J’aborde enfin Soulac-sur-Mer et sa basilique Notre-Dame-de-la-fin-des-Terres. Datant du XIIe siècle, elle est tombée en ruine, victime des guerres de religion, de l’érosion des côtes et des éléments. Abandonnée en ruines, elle est engloutie dans le sable et seul le clocher dépasse, servant de repère aux navigateurs. Le village d’alors avait même déménagé pour un endroit mieux protégé dans les terres.

Elle demeurera ensevelie pendant un siècle avant d’être exhumée et restaurée pour lui donner l’aspect qu’elle présente aujourd’hui. Simple et efficace, austère à l’extérieure mais chaleureuse à l’intérieur, elle marque le départ du Chemin des Anglais.

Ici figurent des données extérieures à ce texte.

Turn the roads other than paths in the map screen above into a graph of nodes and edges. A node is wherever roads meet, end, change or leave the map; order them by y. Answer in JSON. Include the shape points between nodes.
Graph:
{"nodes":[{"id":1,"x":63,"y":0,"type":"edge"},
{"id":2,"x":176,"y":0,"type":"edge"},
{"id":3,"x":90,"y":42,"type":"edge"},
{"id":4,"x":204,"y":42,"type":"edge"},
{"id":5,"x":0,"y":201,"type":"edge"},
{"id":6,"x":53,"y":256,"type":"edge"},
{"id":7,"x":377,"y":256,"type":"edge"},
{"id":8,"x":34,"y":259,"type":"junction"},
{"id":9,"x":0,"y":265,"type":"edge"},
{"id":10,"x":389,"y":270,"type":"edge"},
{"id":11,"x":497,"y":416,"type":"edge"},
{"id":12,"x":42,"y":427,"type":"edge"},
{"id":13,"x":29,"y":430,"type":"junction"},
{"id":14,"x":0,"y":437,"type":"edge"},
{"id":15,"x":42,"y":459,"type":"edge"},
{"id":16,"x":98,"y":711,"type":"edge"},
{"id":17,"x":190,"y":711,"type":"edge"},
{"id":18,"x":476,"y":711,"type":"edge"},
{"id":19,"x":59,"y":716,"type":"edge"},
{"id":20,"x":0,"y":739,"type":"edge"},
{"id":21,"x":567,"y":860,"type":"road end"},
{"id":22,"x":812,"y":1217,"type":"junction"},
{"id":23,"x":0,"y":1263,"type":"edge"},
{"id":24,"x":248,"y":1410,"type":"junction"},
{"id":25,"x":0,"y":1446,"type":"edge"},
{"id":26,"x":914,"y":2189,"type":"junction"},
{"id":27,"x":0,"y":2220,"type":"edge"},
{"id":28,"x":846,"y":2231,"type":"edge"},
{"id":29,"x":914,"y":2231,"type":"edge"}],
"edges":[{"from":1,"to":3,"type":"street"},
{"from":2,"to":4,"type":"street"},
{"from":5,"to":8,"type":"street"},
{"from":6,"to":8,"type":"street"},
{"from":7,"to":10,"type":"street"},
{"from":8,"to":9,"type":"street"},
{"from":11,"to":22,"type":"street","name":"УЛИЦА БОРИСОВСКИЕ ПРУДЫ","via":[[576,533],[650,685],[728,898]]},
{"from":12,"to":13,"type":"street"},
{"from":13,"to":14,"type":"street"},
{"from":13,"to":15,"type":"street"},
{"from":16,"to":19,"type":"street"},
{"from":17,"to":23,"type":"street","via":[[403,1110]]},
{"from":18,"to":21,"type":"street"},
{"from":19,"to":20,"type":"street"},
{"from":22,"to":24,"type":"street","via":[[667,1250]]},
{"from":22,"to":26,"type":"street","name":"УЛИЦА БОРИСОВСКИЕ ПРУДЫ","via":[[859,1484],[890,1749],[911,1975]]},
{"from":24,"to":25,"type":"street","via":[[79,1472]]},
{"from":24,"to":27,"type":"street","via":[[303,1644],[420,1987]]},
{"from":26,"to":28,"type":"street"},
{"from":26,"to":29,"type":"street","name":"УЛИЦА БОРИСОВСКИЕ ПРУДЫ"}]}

Mon hôtesse, Monique, habite à quelques centaines de mètres. Elle aussi est une ancienne pèlerine. Elle l’a même réalisé à deux reprises. Elle met à ma disposition un petit studio tout équipé avec tout le confort nécessaire. Je suis comme un coq en pâte. J’en profite pour me reposer le plus complètement possible, pour rassembler mes forces pour les jours à venir.

Jour 16 – 13/10/2018
Soulac-sur-Mer – Montalivet

Je quitte Soulac-sur-Mer reposé mais à regret. J’ai eu droit à un accueil des plus chaleureux de la part de Monique. Elle m’a donné quelques conseils, notamment celui de m’arrêter à une auberge spécifique à Güemes, en Cantabrie. Je reprends la route après que pour la première fois, je sois gratifié d’un « Buen Camino », Bon chemin en espagnol.

Je rejoins le bord de mer et l’éternelle Vélodyssée qui longe les hautes dunes si caractéristiques du Médoc et des Landes. Rapidement, le sentier s’enfonce dans les terres, à l’écart de l’Océan. J’entame alors un chemin interminable, rectiligne, à longer des campings immenses jusqu’à arriver à la Pointe de la Négade. Je me délecte alors d’un panorama surréaliste.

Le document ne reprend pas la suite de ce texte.